To address this, attempts should be made to establish a more comprehensive medical insurance system, which can effectively alleviate the financial burden of caregivers by including some out-of-pocket ALS drugs into the medical insurance subsidy. Concurrently, the primary healthcare system should be improved to provide high-quality and effective nursing services for home caregivers. Moreover, support systems for the caregivers of patients with ALS, such as subsidy policies and vacation systems, should be introduced to alleviate their physical and mental burden and to improve the QoL of both patients and their caregivers.

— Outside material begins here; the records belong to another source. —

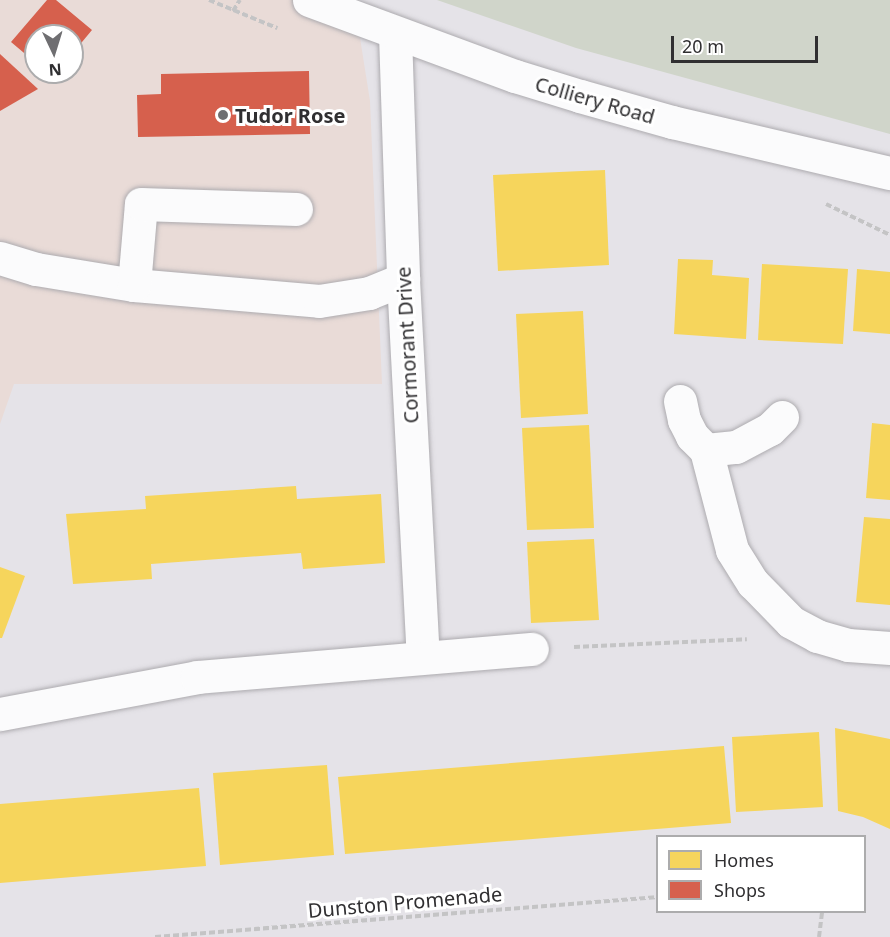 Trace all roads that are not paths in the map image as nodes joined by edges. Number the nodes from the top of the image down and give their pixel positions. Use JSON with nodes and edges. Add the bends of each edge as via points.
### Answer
{"nodes":[{"id":1,"x":309,"y":0,"type":"edge"},
{"id":2,"x":395,"y":34,"type":"junction"},
{"id":3,"x":890,"y":173,"type":"edge"},
{"id":4,"x":296,"y":209,"type":"dead end"},
{"id":5,"x":0,"y":258,"type":"edge"},
{"id":6,"x":403,"y":279,"type":"junction"},
{"id":7,"x":134,"y":285,"type":"junction"},
{"id":8,"x":680,"y":401,"type":"dead end"},
{"id":9,"x":782,"y":417,"type":"dead end"},
{"id":10,"x":706,"y":450,"type":"junction"},
{"id":11,"x":890,"y":648,"type":"edge"},
{"id":12,"x":531,"y":649,"type":"road end"},
{"id":13,"x":423,"y":657,"type":"junction"},
{"id":14,"x":0,"y":714,"type":"edge"}],
"edges":[{"from":1,"to":2,"type":"street","name":"Colliery Road"},
{"from":2,"to":3,"type":"street","name":"Colliery Road","via":[[515,76],[672,122]]},
{"from":2,"to":6,"type":"street","name":"Cormorant Drive"},
{"from":4,"to":7,"type":"street","via":[[141,204]]},
{"from":5,"to":7,"type":"street","via":[[36,269]]},
{"from":6,"to":7,"type":"street","via":[[369,294],[319,301]]},
{"from":6,"to":13,"type":"street","name":"Cormorant Drive"},
{"from":8,"to":10,"type":"street","via":[[692,436]]},
{"from":9,"to":10,"type":"street","via":[[770,429],[736,447]]},
{"from":10,"to":11,"type":"street","via":[[732,550],[753,583],[791,622],[817,636],[848,645]]},
{"from":12,"to":13,"type":"street"},
{"from":13,"to":14,"type":"street","via":[[197,677]]}]} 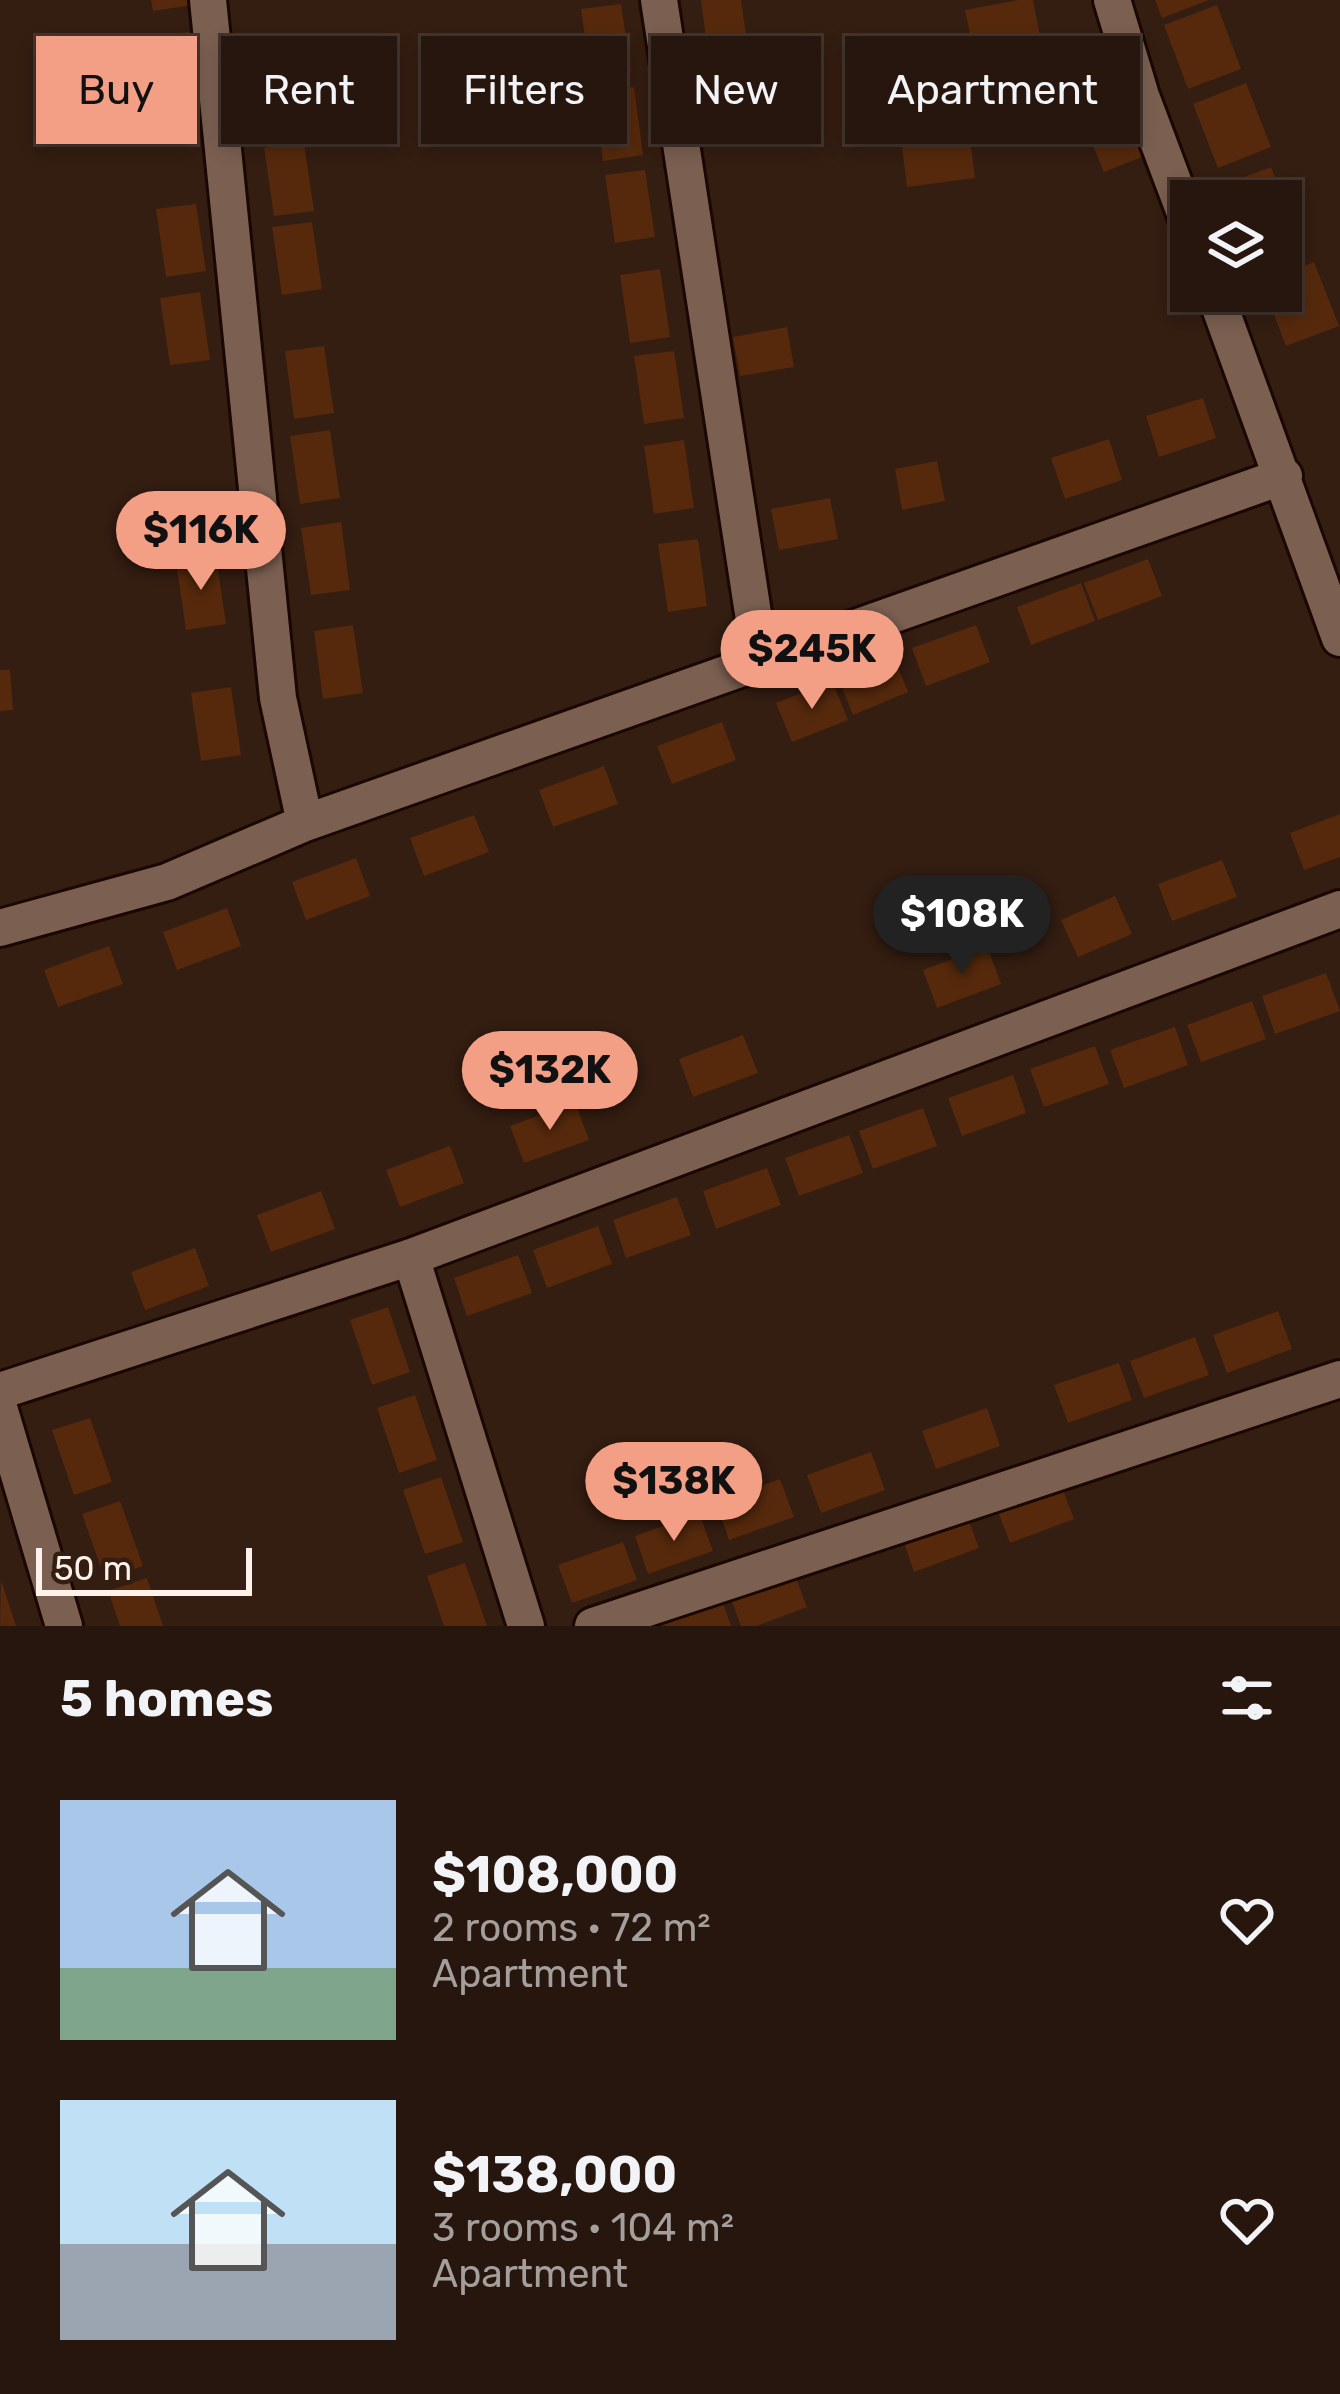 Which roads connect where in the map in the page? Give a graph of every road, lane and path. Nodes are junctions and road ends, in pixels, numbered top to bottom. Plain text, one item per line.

Technological Applications That Can Improve Quality of Life

Communication barriers increase the difficulty of home care. With disease progression, almost all patients with ALS experience impaired speech, thereby compromising daily communication, which was reflected in our interviews. Communication barriers not only reduce the QoL of both patients and their caregivers but also cause significant difficulties in home care. In interviews, caregivers often expressed their willingness to actively try assistive communication devices that improved their communication with the patient and acknowledged the active role of these devices in daily care. A randomized controlled study [19] found that the mental health of patients with ALS could be enhanced by allowing them to fully express their negative emotions. Multiple studies have shown that the QoL of patients who use assistive communication devices is better than that of patients who do not use them [27]. Thus, the implementation of augmentative and alternative communication interventions is beneficial to both patients and their caregivers, and the application of this communication technology in the home care of patients with ALS should be actively explored. The design of such products should fully consider the progression of ALS, the basic care needs of patients, and the comprehension, competence, and compliance of caregivers such that it can enable communication between the patient and caregiver, improve their physical and psychological experience, and enhance their QoL.

Limitations

This study has some limitations. First, the sample size of the study was limited as all participants were recruited from a single tertiary hospital in Shanxi province, China. Second, the ALSFRS-R score of the patients selected in this study ranged from 0 to 24, indicating severe functional impairment.

Application

In this study, three themes were extracted regarding the experiences of caregivers of patients with ALS: helplessness and adaptation to life changes, hopelessness and compassion for the patient's prognosis, and gratitude for and expectations of different sources of support. The results indicated that home caregivers experienced significant changes in their life focus and were required to constantly satisfy the patient's basic physiological needs, particularly when dealing with the patient’s bodily excretions on time. The heavy burden of care and lack of social interaction made the caregivers feel lonely and helpless. Additionally, communication barriers between the patient and caregiver further increased the difficulties. Our study found that caregivers showed a positive attitude towards technological applications, such as augmentative and alternative communication, and tried their best to help the patients engage in their former hobbies. They also desired a better communication channel with the patient to help reduce the negative emotions felt between them and to effectively alleviate the burden of care. One solution is to actively explore the application of high-tech augmentative and alternative communication in the home care of these patients. Such products should be designed to serve as a communication channel between the patient and caregiver to enhance their QoL. Future studies should be conducted using a larger sample size for a more in-depth analysis. Cases from socioeconomically developed regions of central and eastern China and the less socioeconomically developed regions of western China could be investigated. Ongoing engagement with the caregivers of patients with ALS with different functional levels is essential for improving our understanding of their care experience and needs. Future work should also focus on this direction of research.